Supplied material:
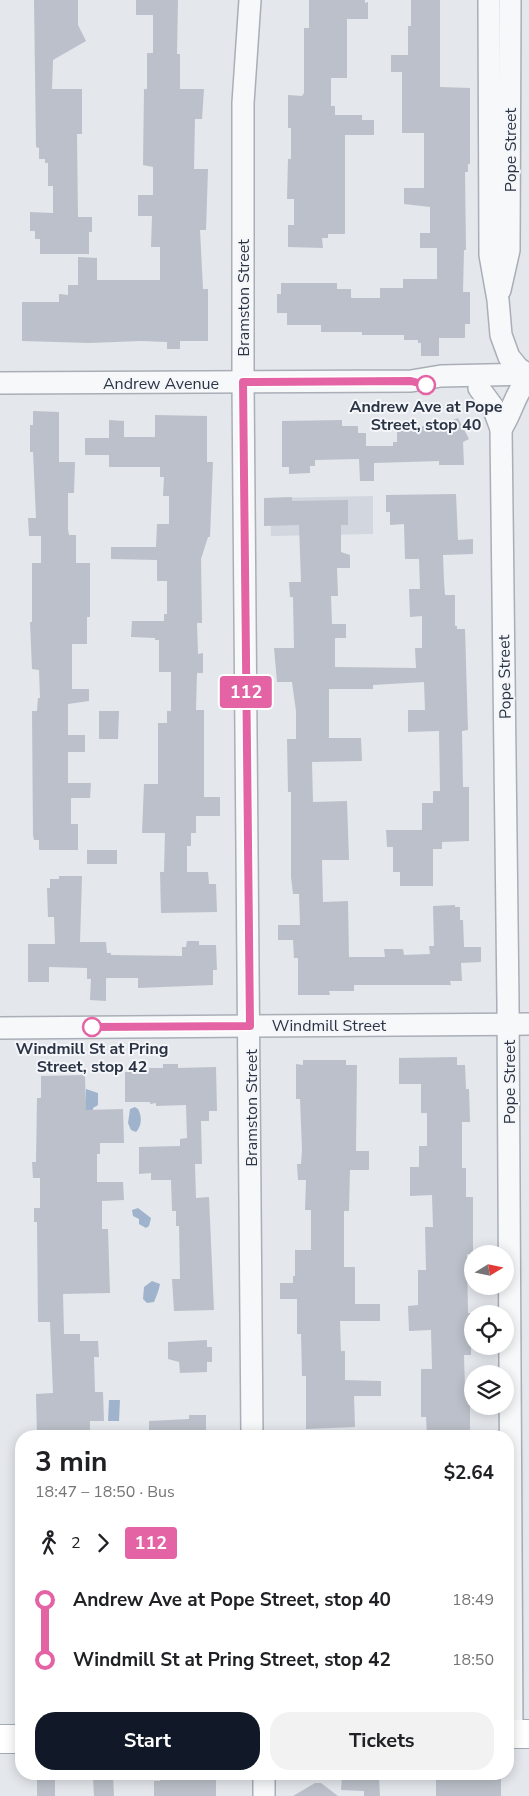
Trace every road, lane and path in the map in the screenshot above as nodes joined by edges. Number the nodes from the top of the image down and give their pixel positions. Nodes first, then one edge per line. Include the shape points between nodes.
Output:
1 (250, 0) edge
2 (489, 0) edge
3 (510, 0) edge
4 (498, 300) junction
5 (501, 335) junction
6 (479, 381) junction
7 (527, 381) edge
8 (243, 382) junction
9 (0, 383) edge
10 (501, 429) junction
11 (519, 1024) edge
12 (250, 1026) junction
13 (0, 1028) edge
14 (252, 1430) edge
15 (516, 1734) edge
16 (0, 1739) edge
17 (15, 1739) edge
18 (264, 1780) edge
19 (264, 1796) edge

1 - 8 street, Bramston Street via 243,102
2 - 4 street, Pope Street via 490,255
3 - 4 street, Pope Street via 509,250
4 - 5 street, Pope Street
5 - 6 street, Pope Street
5 - 7 street, Pope Street via 509,357
6 - 7 street, Andrew Avenue
6 - 8 street, Andrew Avenue via 441,388 411,381
6 - 10 street, Pope Street
7 - 10 street, Pope Street
8 - 9 street, Andrew Avenue
8 - 12 street, Bramston Street
10 - 11 street, Pope Street
11 - 12 street, Windmill Street
11 - 15 street, Pope Street
12 - 13 street, Windmill Street
12 - 14 street, Bramston Street
16 - 17 main road
18 - 19 street

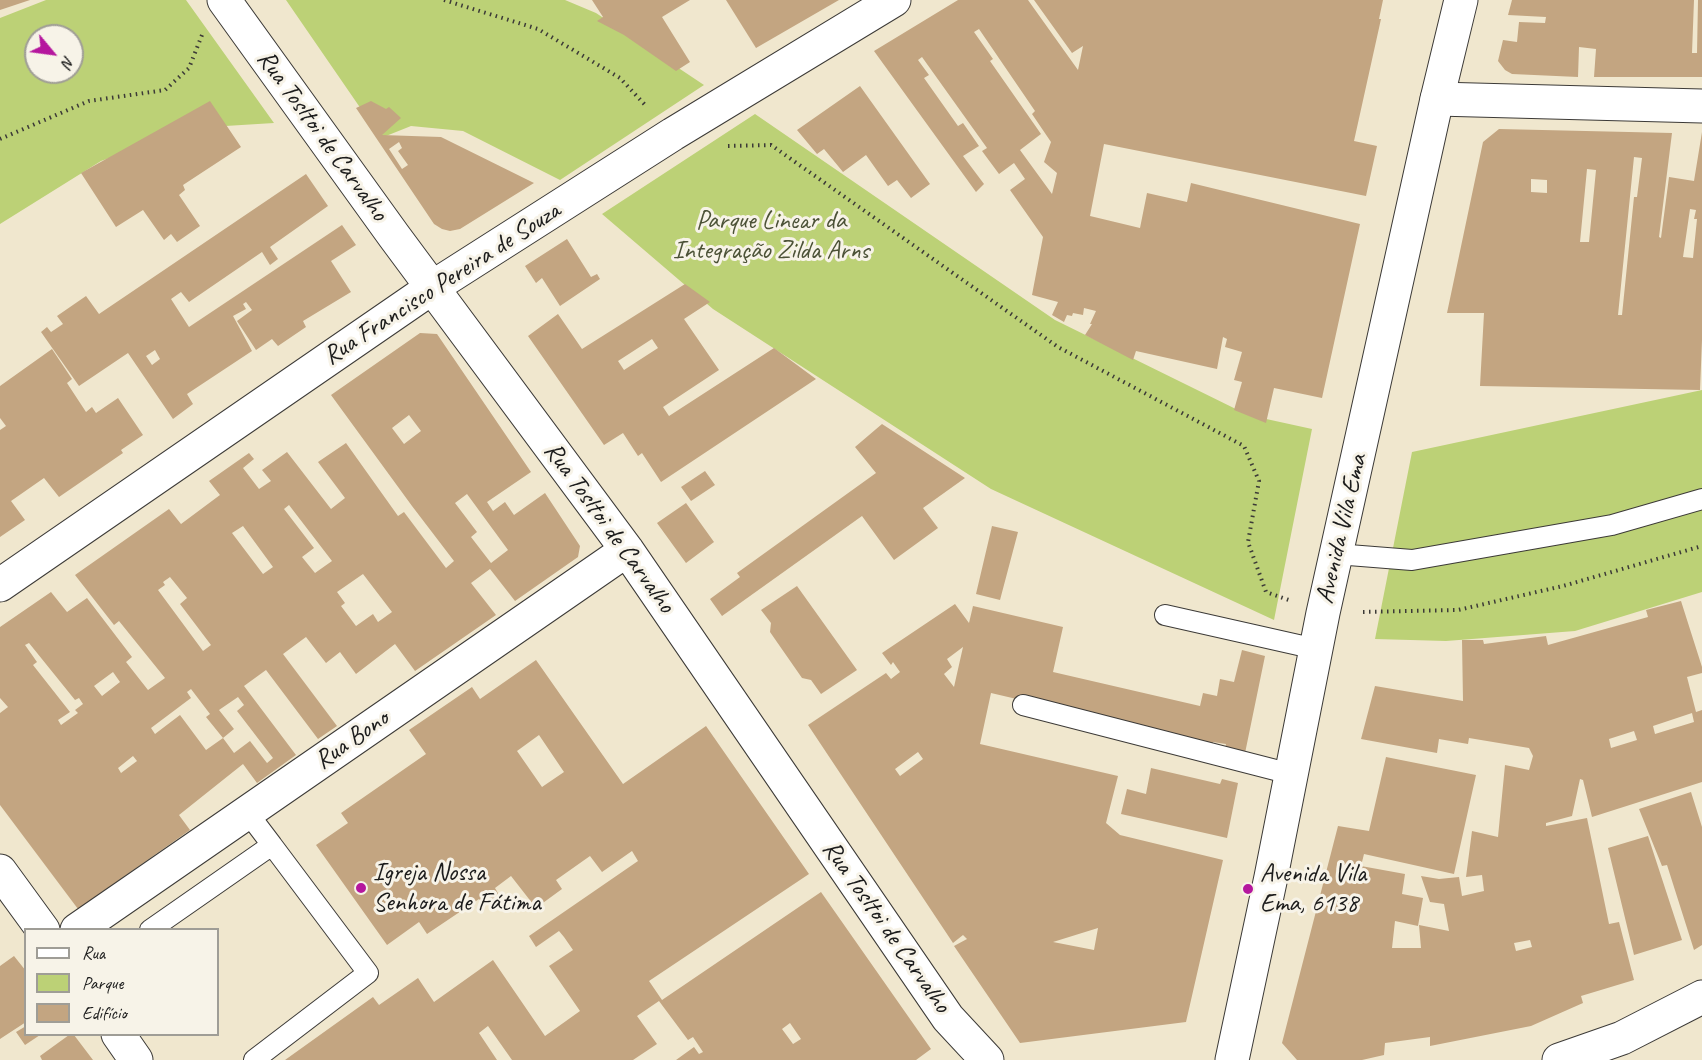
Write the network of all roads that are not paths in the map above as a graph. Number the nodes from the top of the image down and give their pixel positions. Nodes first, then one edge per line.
1 (894, 0) edge
2 (1461, 0) edge
3 (226, 3) edge
4 (1437, 99) junction
5 (1702, 106) edge
6 (433, 287) junction
7 (1702, 499) edge
8 (627, 550) junction
9 (1336, 554) junction
10 (0, 585) edge
11 (1165, 615) dead end
12 (1316, 649) junction
13 (1023, 705) dead end
14 (1291, 774) junction
15 (247, 812) junction
16 (272, 845) junction
17 (0, 871) edge
18 (42, 928) edge
19 (80, 928) edge
20 (153, 928) edge
21 (1702, 998) edge
22 (119, 1036) edge
23 (136, 1060) edge
24 (254, 1060) edge
25 (987, 1060) edge
26 (1232, 1060) edge
27 (1559, 1060) edge

1 - 6 street, Rua Francisco Pereira de Souza
2 - 4 street, Avenida Vila Ema
3 - 6 street, Rua Tosltoi de Carvalho
4 - 5 street
4 - 9 street, Avenida Vila Ema
6 - 8 street, Rua Tosltoi de Carvalho
6 - 10 street, Rua Francisco Pereira de Souza
7 - 9 lane
8 - 15 street, Rua Bono
8 - 25 street, Rua Tosltoi de Carvalho
9 - 12 street, Avenida Vila Ema
11 - 12 lane
12 - 14 street, Avenida Vila Ema
13 - 14 lane
14 - 26 street, Avenida Vila Ema
15 - 16 lane
15 - 19 street, Rua Bono
16 - 20 lane
16 - 24 lane
17 - 18 street
21 - 27 street
22 - 23 street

Task objective:
Each entry above needs to be restated without a single word changed; skip the images.

Finished exercise:
Trace every road, lane and path in the map in the screenshot above as nodes joined by edges. Number the nodes from the top of the image down and give their pixel positions. Nodes first, then one edge per line. Include the shape points between nodes.
Output:
1 (250, 0) edge
2 (489, 0) edge
3 (510, 0) edge
4 (498, 300) junction
5 (501, 335) junction
6 (479, 381) junction
7 (527, 381) edge
8 (243, 382) junction
9 (0, 383) edge
10 (501, 429) junction
11 (519, 1024) edge
12 (250, 1026) junction
13 (0, 1028) edge
14 (252, 1430) edge
15 (516, 1734) edge
16 (0, 1739) edge
17 (15, 1739) edge
18 (264, 1780) edge
19 (264, 1796) edge

1 - 8 street, Bramston Street via 243,102
2 - 4 street, Pope Street via 490,255
3 - 4 street, Pope Street via 509,250
4 - 5 street, Pope Street
5 - 6 street, Pope Street
5 - 7 street, Pope Street via 509,357
6 - 7 street, Andrew Avenue
6 - 8 street, Andrew Avenue via 441,388 411,381
6 - 10 street, Pope Street
7 - 10 street, Pope Street
8 - 9 street, Andrew Avenue
8 - 12 street, Bramston Street
10 - 11 street, Pope Street
11 - 12 street, Windmill Street
11 - 15 street, Pope Street
12 - 13 street, Windmill Street
12 - 14 street, Bramston Street
16 - 17 main road
18 - 19 street

Write the network of all roads that are not paths in the map above as a graph. Number the nodes from the top of the image down and give their pixel positions. Nodes first, then one edge per line.
1 (894, 0) edge
2 (1461, 0) edge
3 (226, 3) edge
4 (1437, 99) junction
5 (1702, 106) edge
6 (433, 287) junction
7 (1702, 499) edge
8 (627, 550) junction
9 (1336, 554) junction
10 (0, 585) edge
11 (1165, 615) dead end
12 (1316, 649) junction
13 (1023, 705) dead end
14 (1291, 774) junction
15 (247, 812) junction
16 (272, 845) junction
17 (0, 871) edge
18 (42, 928) edge
19 (80, 928) edge
20 (153, 928) edge
21 (1702, 998) edge
22 (119, 1036) edge
23 (136, 1060) edge
24 (254, 1060) edge
25 (987, 1060) edge
26 (1232, 1060) edge
27 (1559, 1060) edge

1 - 6 street, Rua Francisco Pereira de Souza
2 - 4 street, Avenida Vila Ema
3 - 6 street, Rua Tosltoi de Carvalho
4 - 5 street
4 - 9 street, Avenida Vila Ema
6 - 8 street, Rua Tosltoi de Carvalho
6 - 10 street, Rua Francisco Pereira de Souza
7 - 9 lane
8 - 15 street, Rua Bono
8 - 25 street, Rua Tosltoi de Carvalho
9 - 12 street, Avenida Vila Ema
11 - 12 lane
12 - 14 street, Avenida Vila Ema
13 - 14 lane
14 - 26 street, Avenida Vila Ema
15 - 16 lane
15 - 19 street, Rua Bono
16 - 20 lane
16 - 24 lane
17 - 18 street
21 - 27 street
22 - 23 street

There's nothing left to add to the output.